#### RECORDS PROVIDED
=== Begin Enclosure ===
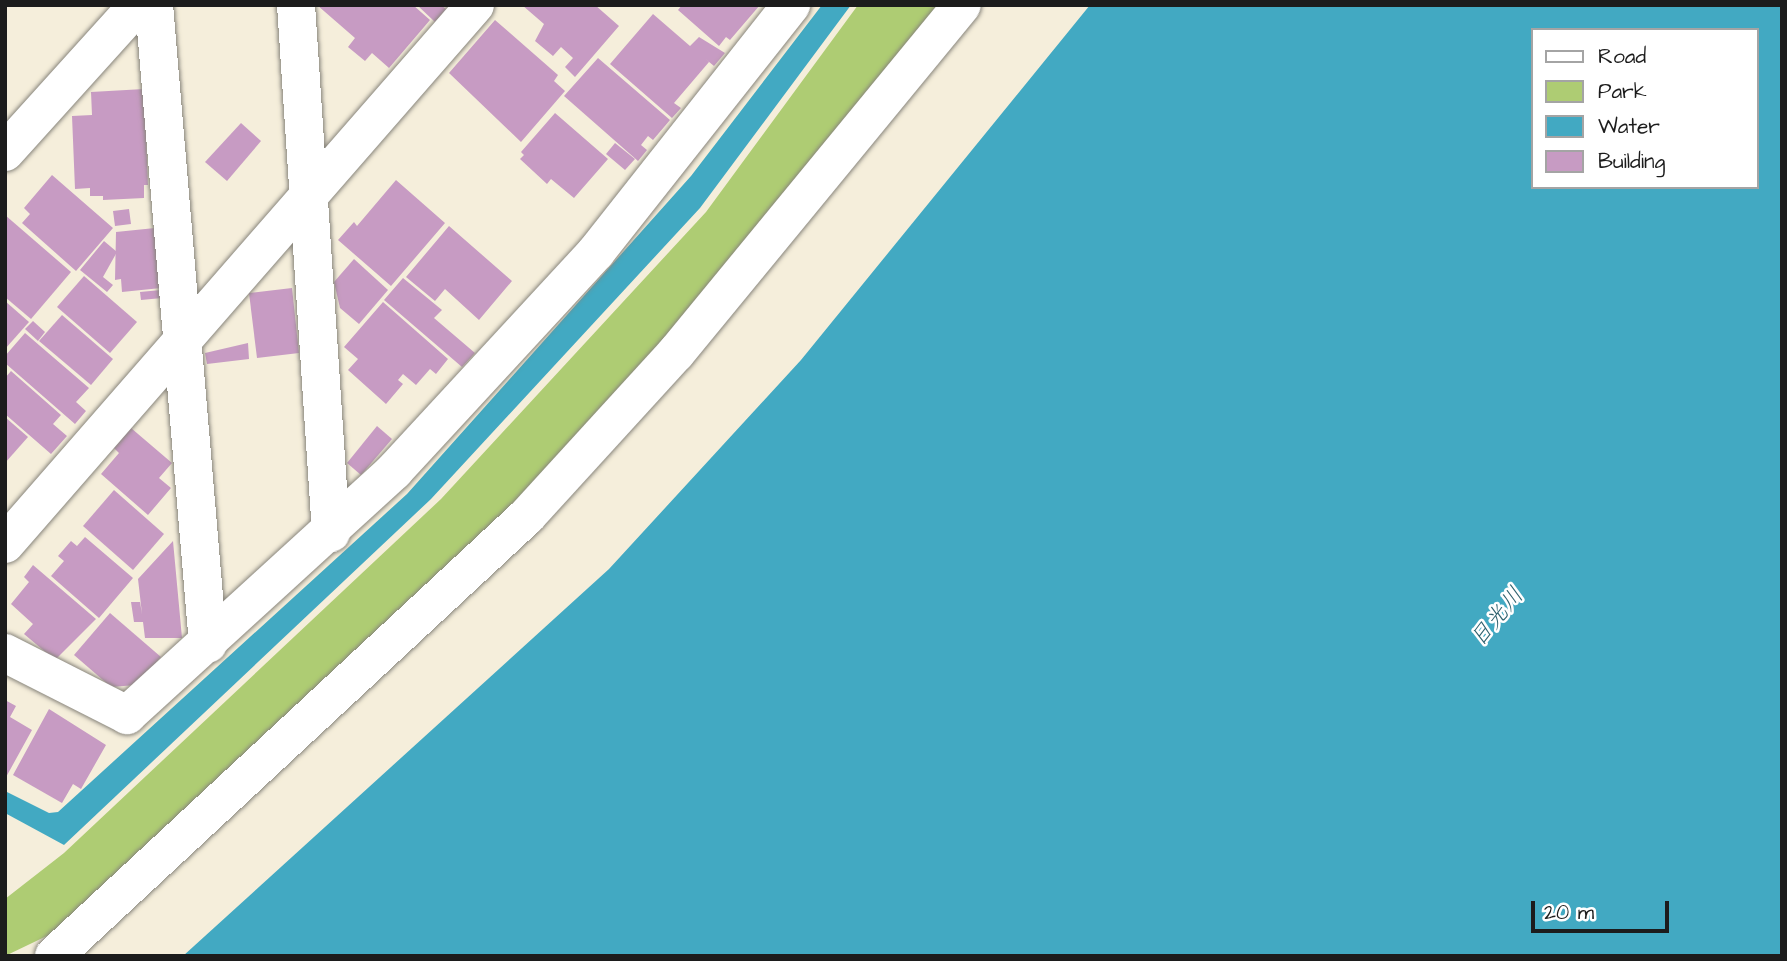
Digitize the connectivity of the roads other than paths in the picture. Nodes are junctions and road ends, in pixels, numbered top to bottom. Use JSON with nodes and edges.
{"nodes":[{"id":1,"x":138,"y":5,"type":"edge"},
{"id":2,"x":154,"y":5,"type":"edge"},
{"id":3,"x":296,"y":5,"type":"edge"},
{"id":4,"x":475,"y":5,"type":"edge"},
{"id":5,"x":791,"y":5,"type":"edge"},
{"id":6,"x":962,"y":5,"type":"edge"},
{"id":7,"x":5,"y":152,"type":"edge"},
{"id":8,"x":309,"y":196,"type":"junction"},
{"id":9,"x":183,"y":342,"type":"junction"},
{"id":10,"x":331,"y":533,"type":"junction"},
{"id":11,"x":5,"y":544,"type":"edge"},
{"id":12,"x":208,"y":643,"type":"junction"},
{"id":13,"x":5,"y":653,"type":"edge"},
{"id":14,"x":54,"y":956,"type":"edge"}],
"edges":[{"from":1,"to":7,"type":"street"},
{"from":2,"to":9,"type":"street"},
{"from":3,"to":8,"type":"street"},
{"from":4,"to":8,"type":"street"},
{"from":5,"to":10,"type":"street"},
{"from":6,"to":14,"type":"street"},
{"from":8,"to":9,"type":"street"},
{"from":8,"to":10,"type":"street"},
{"from":9,"to":11,"type":"street"},
{"from":9,"to":12,"type":"street"},
{"from":10,"to":12,"type":"street"},
{"from":12,"to":13,"type":"street"}]}
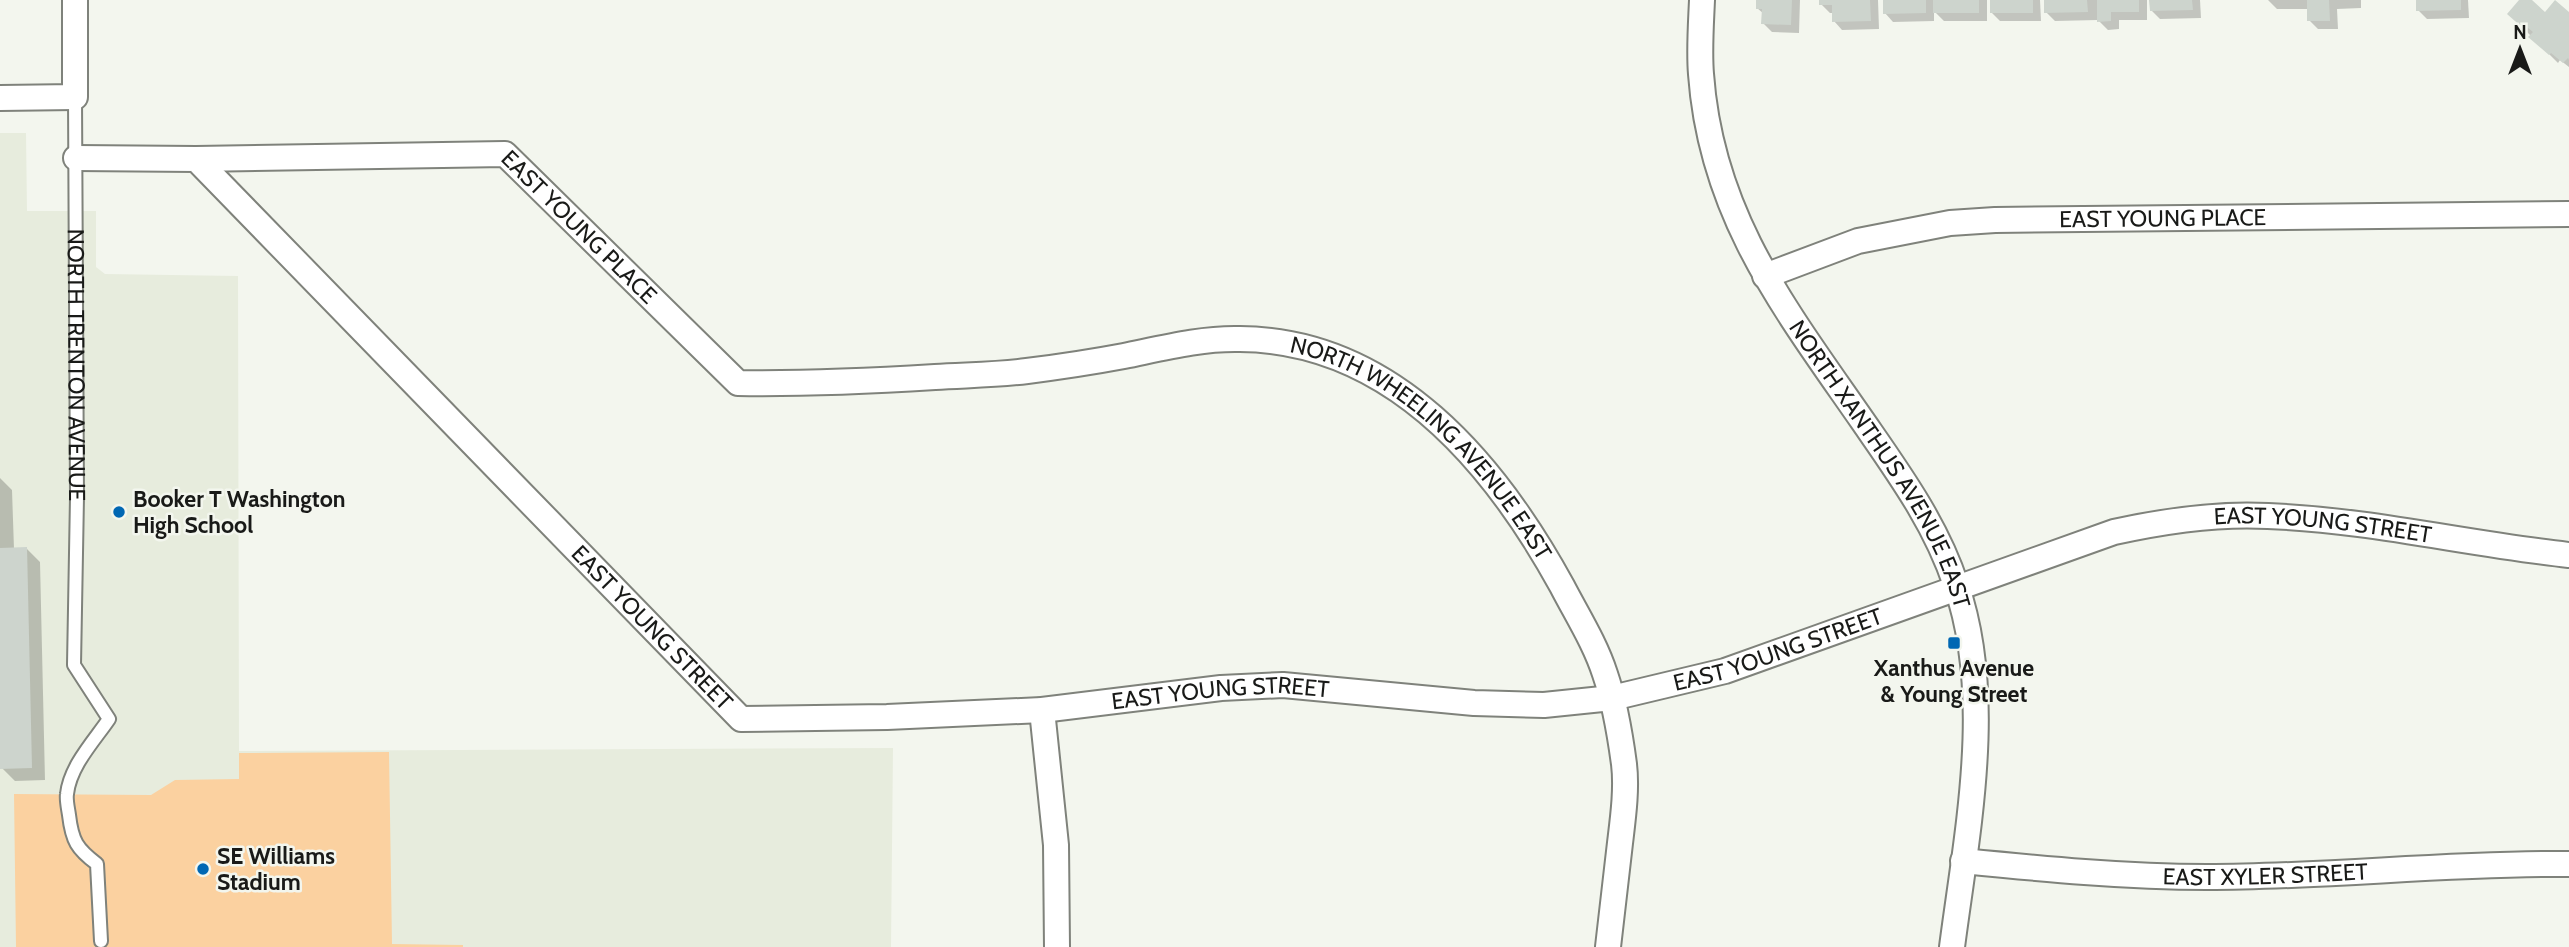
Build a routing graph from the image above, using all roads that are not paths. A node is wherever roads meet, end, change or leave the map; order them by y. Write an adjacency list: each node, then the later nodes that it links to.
=== End Enclosure ===
#### WORK ITEM
Retype each line above precisely, please. Skip anything that is a picture.

#### SOLUTION TO THE PROBLEM
Digitize the connectivity of the roads other than paths in the picture. Nodes are junctions and road ends, in pixels, numbered top to bottom. Use JSON with nodes and edges.
{"nodes":[{"id":1,"x":138,"y":5,"type":"edge"},
{"id":2,"x":154,"y":5,"type":"edge"},
{"id":3,"x":296,"y":5,"type":"edge"},
{"id":4,"x":475,"y":5,"type":"edge"},
{"id":5,"x":791,"y":5,"type":"edge"},
{"id":6,"x":962,"y":5,"type":"edge"},
{"id":7,"x":5,"y":152,"type":"edge"},
{"id":8,"x":309,"y":196,"type":"junction"},
{"id":9,"x":183,"y":342,"type":"junction"},
{"id":10,"x":331,"y":533,"type":"junction"},
{"id":11,"x":5,"y":544,"type":"edge"},
{"id":12,"x":208,"y":643,"type":"junction"},
{"id":13,"x":5,"y":653,"type":"edge"},
{"id":14,"x":54,"y":956,"type":"edge"}],
"edges":[{"from":1,"to":7,"type":"street"},
{"from":2,"to":9,"type":"street"},
{"from":3,"to":8,"type":"street"},
{"from":4,"to":8,"type":"street"},
{"from":5,"to":10,"type":"street"},
{"from":6,"to":14,"type":"street"},
{"from":8,"to":9,"type":"street"},
{"from":8,"to":10,"type":"street"},
{"from":9,"to":11,"type":"street"},
{"from":9,"to":12,"type":"street"},
{"from":10,"to":12,"type":"street"},
{"from":12,"to":13,"type":"street"}]}
Build a routing graph from the image above, using all roads that are not paths. A node is wherever roads meet, end, change or leave the map; order them by y. Write an adjacency list: each node, then the later nodes that it links to.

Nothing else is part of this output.